→ **Directions**
Scan the listing below for the word "横浜伊勢原線" and copy every line that has it.

───── Available data ─────

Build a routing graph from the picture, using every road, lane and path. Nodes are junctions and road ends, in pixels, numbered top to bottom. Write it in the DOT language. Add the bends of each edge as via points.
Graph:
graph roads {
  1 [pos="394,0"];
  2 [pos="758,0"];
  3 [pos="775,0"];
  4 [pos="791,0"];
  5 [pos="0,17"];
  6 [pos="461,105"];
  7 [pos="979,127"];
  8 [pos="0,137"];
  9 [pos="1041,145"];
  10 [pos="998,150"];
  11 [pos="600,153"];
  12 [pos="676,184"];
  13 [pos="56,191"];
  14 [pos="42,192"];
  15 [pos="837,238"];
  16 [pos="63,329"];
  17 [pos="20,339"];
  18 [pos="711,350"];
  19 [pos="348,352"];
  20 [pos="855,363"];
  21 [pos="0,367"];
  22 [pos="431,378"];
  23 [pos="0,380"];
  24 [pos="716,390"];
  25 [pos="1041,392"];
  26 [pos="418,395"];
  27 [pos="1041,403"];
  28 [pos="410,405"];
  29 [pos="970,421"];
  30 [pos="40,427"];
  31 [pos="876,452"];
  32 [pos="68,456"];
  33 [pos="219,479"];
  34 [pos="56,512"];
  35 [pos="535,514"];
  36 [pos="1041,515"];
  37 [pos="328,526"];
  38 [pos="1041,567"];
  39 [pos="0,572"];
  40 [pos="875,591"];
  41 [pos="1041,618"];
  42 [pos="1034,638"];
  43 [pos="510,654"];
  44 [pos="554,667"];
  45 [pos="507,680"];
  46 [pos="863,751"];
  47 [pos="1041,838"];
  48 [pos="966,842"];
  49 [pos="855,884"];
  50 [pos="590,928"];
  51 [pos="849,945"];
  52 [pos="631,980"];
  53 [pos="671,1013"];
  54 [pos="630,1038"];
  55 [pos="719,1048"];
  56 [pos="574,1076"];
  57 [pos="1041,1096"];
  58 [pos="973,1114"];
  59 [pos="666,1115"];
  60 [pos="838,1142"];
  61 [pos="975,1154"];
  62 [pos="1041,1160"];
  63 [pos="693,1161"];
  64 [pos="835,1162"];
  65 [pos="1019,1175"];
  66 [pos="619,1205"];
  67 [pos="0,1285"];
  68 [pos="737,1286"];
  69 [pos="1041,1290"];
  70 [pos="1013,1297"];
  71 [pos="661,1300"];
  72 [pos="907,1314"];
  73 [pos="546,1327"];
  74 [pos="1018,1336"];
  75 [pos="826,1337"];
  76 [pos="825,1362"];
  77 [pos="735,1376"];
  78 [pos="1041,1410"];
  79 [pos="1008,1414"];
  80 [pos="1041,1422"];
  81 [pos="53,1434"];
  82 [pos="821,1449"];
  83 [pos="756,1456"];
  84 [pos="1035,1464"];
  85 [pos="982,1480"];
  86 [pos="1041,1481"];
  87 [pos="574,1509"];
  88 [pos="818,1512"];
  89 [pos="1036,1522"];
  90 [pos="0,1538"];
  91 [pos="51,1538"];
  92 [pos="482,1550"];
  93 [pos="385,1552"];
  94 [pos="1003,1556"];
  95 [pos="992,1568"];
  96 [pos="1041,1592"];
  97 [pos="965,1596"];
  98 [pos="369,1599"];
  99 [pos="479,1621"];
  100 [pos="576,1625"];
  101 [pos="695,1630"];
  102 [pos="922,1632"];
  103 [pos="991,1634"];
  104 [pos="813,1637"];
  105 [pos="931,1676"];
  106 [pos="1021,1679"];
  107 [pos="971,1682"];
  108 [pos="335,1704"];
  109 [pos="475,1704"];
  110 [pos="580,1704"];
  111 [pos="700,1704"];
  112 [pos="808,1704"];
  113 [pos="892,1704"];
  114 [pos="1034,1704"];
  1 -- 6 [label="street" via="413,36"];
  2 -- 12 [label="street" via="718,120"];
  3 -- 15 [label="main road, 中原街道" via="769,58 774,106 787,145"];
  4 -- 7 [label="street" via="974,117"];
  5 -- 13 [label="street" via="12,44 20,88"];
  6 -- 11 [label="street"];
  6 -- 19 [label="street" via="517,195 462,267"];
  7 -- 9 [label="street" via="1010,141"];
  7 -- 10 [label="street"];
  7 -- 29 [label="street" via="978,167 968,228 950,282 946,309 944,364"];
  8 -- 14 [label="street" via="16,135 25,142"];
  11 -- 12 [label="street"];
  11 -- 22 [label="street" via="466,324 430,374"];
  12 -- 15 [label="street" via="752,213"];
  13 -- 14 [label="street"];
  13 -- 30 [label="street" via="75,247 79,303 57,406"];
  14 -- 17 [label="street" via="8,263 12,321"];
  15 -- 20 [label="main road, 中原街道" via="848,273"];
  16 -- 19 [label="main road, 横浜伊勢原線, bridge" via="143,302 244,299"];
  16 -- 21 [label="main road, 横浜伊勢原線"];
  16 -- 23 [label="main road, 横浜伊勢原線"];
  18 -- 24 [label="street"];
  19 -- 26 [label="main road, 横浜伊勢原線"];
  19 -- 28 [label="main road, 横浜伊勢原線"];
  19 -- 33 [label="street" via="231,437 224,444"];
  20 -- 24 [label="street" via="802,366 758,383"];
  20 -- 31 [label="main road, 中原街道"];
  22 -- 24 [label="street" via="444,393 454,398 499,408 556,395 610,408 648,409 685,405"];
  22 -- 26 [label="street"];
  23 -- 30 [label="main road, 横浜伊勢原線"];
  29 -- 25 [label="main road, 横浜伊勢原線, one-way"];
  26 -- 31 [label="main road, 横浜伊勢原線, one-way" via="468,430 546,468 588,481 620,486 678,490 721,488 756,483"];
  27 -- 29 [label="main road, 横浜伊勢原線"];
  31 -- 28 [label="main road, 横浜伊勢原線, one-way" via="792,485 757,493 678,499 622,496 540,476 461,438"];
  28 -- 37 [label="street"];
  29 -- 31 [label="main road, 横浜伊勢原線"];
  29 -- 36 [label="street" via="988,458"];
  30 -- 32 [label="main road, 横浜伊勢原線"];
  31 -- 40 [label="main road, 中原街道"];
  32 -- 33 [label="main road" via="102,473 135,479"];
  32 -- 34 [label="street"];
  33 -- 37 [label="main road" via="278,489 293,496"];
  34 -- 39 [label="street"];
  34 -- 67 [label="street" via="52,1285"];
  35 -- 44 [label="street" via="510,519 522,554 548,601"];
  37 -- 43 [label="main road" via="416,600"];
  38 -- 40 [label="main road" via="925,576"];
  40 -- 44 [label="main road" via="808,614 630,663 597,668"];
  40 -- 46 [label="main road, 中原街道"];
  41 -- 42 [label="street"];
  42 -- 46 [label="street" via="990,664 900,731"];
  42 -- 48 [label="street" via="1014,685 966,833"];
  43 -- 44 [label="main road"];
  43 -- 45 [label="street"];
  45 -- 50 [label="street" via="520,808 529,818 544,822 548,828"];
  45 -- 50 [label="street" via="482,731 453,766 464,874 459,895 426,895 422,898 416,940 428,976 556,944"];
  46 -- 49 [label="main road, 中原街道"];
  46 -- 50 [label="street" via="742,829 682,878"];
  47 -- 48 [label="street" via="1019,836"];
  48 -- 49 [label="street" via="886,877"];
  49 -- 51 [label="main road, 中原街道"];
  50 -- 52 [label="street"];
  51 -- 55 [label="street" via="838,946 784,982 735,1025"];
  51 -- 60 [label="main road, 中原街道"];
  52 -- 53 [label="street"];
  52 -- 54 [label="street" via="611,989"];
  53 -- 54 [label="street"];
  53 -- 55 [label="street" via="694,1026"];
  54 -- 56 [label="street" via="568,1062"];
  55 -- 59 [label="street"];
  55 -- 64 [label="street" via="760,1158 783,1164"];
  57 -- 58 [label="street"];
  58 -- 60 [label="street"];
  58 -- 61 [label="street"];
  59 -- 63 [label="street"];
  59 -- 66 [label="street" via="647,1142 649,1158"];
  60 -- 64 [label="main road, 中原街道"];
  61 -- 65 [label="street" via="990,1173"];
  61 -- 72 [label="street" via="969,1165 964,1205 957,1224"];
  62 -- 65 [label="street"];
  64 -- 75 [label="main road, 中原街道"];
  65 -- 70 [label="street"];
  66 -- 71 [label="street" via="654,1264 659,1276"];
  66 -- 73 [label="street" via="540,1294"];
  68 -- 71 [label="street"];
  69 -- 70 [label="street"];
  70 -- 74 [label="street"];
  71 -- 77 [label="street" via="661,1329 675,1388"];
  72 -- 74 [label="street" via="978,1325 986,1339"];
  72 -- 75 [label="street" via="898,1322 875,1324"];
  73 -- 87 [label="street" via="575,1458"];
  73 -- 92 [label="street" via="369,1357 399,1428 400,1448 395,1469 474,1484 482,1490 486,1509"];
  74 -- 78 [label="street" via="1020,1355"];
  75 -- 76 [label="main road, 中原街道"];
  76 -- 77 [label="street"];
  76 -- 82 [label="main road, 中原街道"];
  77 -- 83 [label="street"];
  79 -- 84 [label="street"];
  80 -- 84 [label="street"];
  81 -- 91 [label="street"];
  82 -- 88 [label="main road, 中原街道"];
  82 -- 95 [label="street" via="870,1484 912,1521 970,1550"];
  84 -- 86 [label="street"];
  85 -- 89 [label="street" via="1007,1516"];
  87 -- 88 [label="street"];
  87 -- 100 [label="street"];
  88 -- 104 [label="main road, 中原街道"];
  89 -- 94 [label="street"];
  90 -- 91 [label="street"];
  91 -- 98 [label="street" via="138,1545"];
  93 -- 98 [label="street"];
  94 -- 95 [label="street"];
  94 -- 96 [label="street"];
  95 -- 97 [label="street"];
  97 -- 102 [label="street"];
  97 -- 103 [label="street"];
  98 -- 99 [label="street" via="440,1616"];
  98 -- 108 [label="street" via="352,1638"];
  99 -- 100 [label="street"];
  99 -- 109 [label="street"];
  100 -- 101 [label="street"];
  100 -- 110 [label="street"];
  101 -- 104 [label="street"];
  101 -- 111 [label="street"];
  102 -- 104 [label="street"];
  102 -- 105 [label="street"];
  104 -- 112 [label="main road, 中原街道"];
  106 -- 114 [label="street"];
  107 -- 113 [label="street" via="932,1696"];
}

─────

→ **Exercise answer**
  16 -- 19 [label="main road, 横浜伊勢原線, bridge" via="143,302 244,299"];
  16 -- 21 [label="main road, 横浜伊勢原線"];
  16 -- 23 [label="main road, 横浜伊勢原線"];
  19 -- 26 [label="main road, 横浜伊勢原線"];
  19 -- 28 [label="main road, 横浜伊勢原線"];
  23 -- 30 [label="main road, 横浜伊勢原線"];
  29 -- 25 [label="main road, 横浜伊勢原線, one-way"];
  26 -- 31 [label="main road, 横浜伊勢原線, one-way" via="468,430 546,468 588,481 620,486 678,490 721,488 756,483"];
  27 -- 29 [label="main road, 横浜伊勢原線"];
  31 -- 28 [label="main road, 横浜伊勢原線, one-way" via="792,485 757,493 678,499 622,496 540,476 461,438"];
  29 -- 31 [label="main road, 横浜伊勢原線"];
  30 -- 32 [label="main road, 横浜伊勢原線"];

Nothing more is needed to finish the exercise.